- **TASK BRIEF**
Write down nothing except how many lines in the entries contain "text".

(Dataset entries)
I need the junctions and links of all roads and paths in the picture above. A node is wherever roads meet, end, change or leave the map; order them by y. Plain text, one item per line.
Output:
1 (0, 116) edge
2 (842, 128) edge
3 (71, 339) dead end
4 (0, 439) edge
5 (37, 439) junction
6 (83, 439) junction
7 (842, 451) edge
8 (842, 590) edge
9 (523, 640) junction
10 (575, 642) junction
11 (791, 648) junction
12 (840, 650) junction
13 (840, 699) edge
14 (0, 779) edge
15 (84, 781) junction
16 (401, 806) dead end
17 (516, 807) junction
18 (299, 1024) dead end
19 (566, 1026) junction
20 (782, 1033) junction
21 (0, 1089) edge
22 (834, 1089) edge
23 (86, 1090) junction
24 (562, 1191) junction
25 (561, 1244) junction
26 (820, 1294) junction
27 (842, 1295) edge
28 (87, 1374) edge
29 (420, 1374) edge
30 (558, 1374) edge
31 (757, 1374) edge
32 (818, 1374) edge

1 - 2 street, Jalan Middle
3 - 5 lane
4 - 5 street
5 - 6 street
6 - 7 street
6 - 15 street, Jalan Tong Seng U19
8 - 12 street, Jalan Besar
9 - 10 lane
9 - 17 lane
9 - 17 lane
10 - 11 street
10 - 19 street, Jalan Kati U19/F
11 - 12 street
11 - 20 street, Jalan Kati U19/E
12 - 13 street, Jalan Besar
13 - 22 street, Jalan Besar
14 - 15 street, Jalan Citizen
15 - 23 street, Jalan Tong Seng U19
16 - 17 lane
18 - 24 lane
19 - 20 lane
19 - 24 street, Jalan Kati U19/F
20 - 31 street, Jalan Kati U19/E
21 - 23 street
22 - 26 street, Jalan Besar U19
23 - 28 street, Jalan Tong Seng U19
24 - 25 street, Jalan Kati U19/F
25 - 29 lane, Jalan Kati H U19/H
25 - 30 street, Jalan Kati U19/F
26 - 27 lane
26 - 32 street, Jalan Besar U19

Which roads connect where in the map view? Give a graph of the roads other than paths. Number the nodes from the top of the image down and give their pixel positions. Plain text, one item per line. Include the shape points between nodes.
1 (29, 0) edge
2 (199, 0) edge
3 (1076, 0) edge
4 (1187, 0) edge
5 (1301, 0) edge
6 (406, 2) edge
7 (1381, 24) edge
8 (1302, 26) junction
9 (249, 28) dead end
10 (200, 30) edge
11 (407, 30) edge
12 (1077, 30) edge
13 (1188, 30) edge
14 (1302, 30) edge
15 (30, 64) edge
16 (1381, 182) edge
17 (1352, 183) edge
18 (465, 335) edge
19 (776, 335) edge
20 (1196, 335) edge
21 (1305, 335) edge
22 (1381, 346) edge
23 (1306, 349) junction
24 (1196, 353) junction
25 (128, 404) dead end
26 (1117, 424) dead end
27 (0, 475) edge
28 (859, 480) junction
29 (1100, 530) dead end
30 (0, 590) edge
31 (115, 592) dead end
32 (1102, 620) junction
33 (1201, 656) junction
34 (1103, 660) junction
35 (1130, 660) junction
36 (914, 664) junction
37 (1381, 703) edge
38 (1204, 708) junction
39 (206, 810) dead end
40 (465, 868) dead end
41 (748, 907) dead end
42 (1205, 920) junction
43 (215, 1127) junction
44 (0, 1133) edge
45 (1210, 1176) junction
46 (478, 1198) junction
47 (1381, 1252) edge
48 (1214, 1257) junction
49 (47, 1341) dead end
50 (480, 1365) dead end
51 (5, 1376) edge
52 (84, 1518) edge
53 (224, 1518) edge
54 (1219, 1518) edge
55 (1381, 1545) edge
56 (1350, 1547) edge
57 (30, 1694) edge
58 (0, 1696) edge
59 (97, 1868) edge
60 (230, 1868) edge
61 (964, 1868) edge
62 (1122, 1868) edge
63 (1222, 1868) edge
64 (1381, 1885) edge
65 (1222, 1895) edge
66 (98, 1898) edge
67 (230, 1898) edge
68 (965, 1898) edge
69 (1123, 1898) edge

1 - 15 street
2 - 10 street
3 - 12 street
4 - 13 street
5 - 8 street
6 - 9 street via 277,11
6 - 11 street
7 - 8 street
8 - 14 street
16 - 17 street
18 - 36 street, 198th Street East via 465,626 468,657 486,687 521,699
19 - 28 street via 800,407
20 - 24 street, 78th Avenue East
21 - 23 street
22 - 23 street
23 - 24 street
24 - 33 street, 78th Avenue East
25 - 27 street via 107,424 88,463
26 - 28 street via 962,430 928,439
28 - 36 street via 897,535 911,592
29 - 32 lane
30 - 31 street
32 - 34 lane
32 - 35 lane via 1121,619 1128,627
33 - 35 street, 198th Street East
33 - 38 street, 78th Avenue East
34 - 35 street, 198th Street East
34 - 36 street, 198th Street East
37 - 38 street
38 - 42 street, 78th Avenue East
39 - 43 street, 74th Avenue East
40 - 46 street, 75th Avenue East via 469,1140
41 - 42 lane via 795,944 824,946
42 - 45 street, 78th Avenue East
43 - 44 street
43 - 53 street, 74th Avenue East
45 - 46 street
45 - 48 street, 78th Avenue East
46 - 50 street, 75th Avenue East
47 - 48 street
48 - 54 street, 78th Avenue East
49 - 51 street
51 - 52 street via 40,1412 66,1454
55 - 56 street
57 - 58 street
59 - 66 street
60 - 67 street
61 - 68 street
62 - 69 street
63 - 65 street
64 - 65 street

- **EXERCISE SOLUTION**
2